Segment Start: Record set
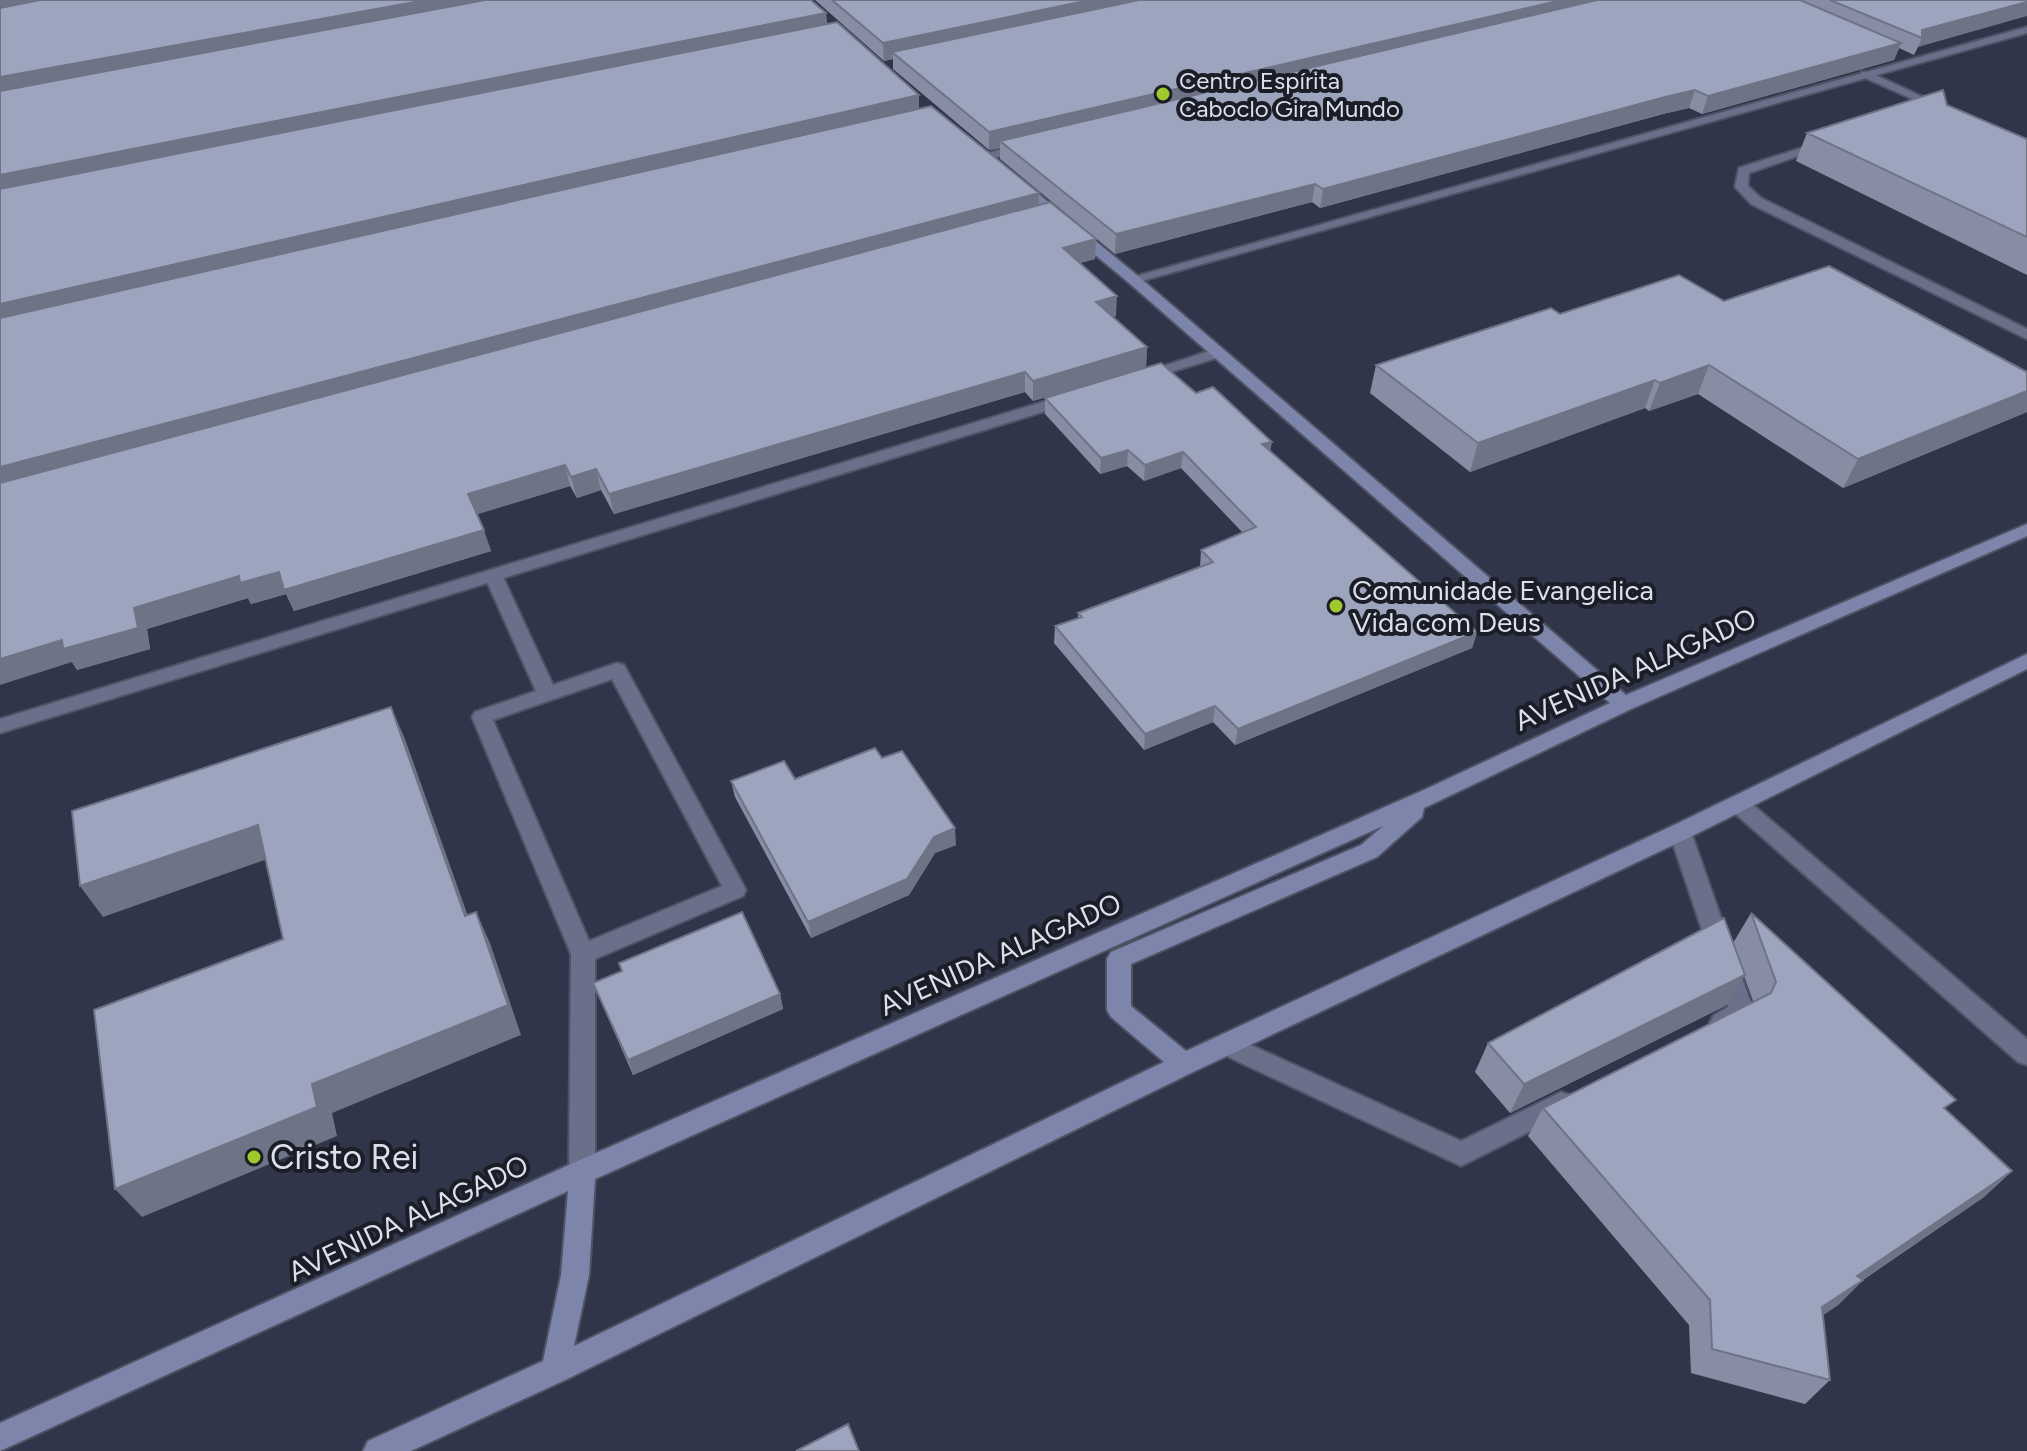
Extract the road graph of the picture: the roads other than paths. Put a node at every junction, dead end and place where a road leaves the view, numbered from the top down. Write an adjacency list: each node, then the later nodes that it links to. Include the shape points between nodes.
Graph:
1 (2027, 30): 3 (street)
2 (1897, 55): 3 (street)
3 (1912, 61): 4 (street)
4 (1865, 74): 5 (street); 11 (street)
5 (1940, 107): 6 (street); 7 (street)
6 (1925, 112)
7 (1954, 114)
8 (1046, 142): 10 (street)
9 (1834, 142): 12 (street, via 1743,171 1741,187 1756,201)
10 (990, 161): 11 (main road, via 1046,217)
11 (1133, 279): 13 (main road)
12 (2027, 335)
13 (1218, 353): 14 (street); 20 (main road)
14 (1128, 381)
15 (1082, 394): 17 (street)
16 (2027, 529): 20 (main road, AVENIDA ALAGADO)
17 (493, 575): 19 (street); 21 (street)
18 (2027, 661): 23 (main road)
19 (547, 694): 25 (street, via 482,717); 25 (street, via 617,670 735,890)
20 (1624, 704): 22 (main road, AVENIDA ALAGADO)
21 (0, 726)
22 (1433, 795): 29 (main road, via 1369,851 1119,959 1119,1010); 31 (main road, AVENIDA ALAGADO)
23 (1738, 804): 24 (main road); 28 (street)
24 (1680, 832): 26 (street, via 1742,1012); 27 (main road)
25 (583, 954): 31 (street)
26 (1700, 1034)
27 (1229, 1046): 29 (main road); 30 (street, via 1461,1154)
28 (2027, 1054)
29 (1184, 1064): 32 (main road)
30 (1587, 1090)
31 (582, 1172): 32 (main road, via 575,1275); 33 (main road, AVENIDA ALAGADO)
32 (555, 1370): 34 (main road)
33 (0, 1438)
34 (378, 1451)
Segment End: Record set
# Exercise objective
Copy each entry exactly as written, and drop the pictures from the copy.

# Answer to this problem
Extract the road graph of the picture: the roads other than paths. Put a node at every junction, dead end and place where a road leaves the view, numbered from the top down. Write an adjacency list: each node, then the later nodes that it links to. Include the shape points between nodes.
Graph:
1 (2027, 30): 3 (street)
2 (1897, 55): 3 (street)
3 (1912, 61): 4 (street)
4 (1865, 74): 5 (street); 11 (street)
5 (1940, 107): 6 (street); 7 (street)
6 (1925, 112)
7 (1954, 114)
8 (1046, 142): 10 (street)
9 (1834, 142): 12 (street, via 1743,171 1741,187 1756,201)
10 (990, 161): 11 (main road, via 1046,217)
11 (1133, 279): 13 (main road)
12 (2027, 335)
13 (1218, 353): 14 (street); 20 (main road)
14 (1128, 381)
15 (1082, 394): 17 (street)
16 (2027, 529): 20 (main road, AVENIDA ALAGADO)
17 (493, 575): 19 (street); 21 (street)
18 (2027, 661): 23 (main road)
19 (547, 694): 25 (street, via 482,717); 25 (street, via 617,670 735,890)
20 (1624, 704): 22 (main road, AVENIDA ALAGADO)
21 (0, 726)
22 (1433, 795): 29 (main road, via 1369,851 1119,959 1119,1010); 31 (main road, AVENIDA ALAGADO)
23 (1738, 804): 24 (main road); 28 (street)
24 (1680, 832): 26 (street, via 1742,1012); 27 (main road)
25 (583, 954): 31 (street)
26 (1700, 1034)
27 (1229, 1046): 29 (main road); 30 (street, via 1461,1154)
28 (2027, 1054)
29 (1184, 1064): 32 (main road)
30 (1587, 1090)
31 (582, 1172): 32 (main road, via 575,1275); 33 (main road, AVENIDA ALAGADO)
32 (555, 1370): 34 (main road)
33 (0, 1438)
34 (378, 1451)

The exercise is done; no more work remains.